India is unique among the empires of the world for one reason; it denies the existence of said empire. Even the Americans, who normally proclaim their empire to be a product of necessity rather than power, admit that such a thing exists. This denial exists because the revolution which formed modern India was quite explicitly, violently anti-colonial. As a result of this empire denialism, India's imperial projects would take on a unique shape. They were much less explicitly based on a hierarchical relationship between colony and metropole, client and master, but the dichotomy did still exist. The first and most vivid example of this practice would be found in Oman and Yemen.

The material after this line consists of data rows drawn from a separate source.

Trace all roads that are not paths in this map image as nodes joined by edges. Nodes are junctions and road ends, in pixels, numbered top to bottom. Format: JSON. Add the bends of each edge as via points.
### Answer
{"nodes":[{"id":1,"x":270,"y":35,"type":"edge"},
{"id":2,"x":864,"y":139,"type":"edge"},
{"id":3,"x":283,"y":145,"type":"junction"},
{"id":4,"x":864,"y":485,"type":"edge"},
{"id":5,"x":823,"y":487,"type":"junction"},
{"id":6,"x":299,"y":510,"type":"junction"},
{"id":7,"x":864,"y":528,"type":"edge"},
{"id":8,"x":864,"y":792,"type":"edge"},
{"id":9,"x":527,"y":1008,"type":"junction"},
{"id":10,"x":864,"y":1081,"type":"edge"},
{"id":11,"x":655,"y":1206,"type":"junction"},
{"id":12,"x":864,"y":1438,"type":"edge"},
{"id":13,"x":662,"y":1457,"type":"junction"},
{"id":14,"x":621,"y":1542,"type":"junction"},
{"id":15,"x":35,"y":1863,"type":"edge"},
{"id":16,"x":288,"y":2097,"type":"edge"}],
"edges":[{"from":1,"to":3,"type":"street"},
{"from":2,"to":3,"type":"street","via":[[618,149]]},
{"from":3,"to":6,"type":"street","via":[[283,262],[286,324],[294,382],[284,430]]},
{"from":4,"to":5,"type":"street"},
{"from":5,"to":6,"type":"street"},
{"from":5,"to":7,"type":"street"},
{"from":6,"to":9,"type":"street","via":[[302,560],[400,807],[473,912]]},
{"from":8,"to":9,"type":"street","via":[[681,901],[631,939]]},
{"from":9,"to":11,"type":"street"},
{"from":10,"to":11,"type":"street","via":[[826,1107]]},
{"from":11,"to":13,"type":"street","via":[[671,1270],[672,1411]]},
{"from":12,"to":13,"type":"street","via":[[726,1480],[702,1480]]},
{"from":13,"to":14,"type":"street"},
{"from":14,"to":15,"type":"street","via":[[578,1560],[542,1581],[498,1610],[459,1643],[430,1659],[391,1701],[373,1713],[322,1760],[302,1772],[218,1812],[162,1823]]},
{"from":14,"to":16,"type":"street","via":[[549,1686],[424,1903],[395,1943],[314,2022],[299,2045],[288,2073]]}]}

These two nations were essentially given to India as a sphere of influence following the collapse of the UOCS and the German invasion of Saudi Arabia. At first glance, they were hardly a prize. Both nations had been backwaters, except for a few periods where the UOCS had developed a few oil fields in Oman to solidify their dominance of the global oil market. Compounding matters, the Houthi tribe of Yemen decided that this chaotic period was the perfect time to try and assert their more radical religious views. In March 1978, Indian troops marched into the region to try and stabilize the situation. While their military was not as advanced as those of the superpowers, it was powerful enough. Oman was fairly easy to stabilize as the country's population flocked to Indian promises of development. Yemen took about two years to restore order to, but the concentration of Indian efforts, aid from Italy, and the exhaustion of the Yemeni people meant that by New Year's Day in 1980, the Indian government could proudly announce a massive rollback in operations in Yemen. Now that the region was pacified, the real work could begin.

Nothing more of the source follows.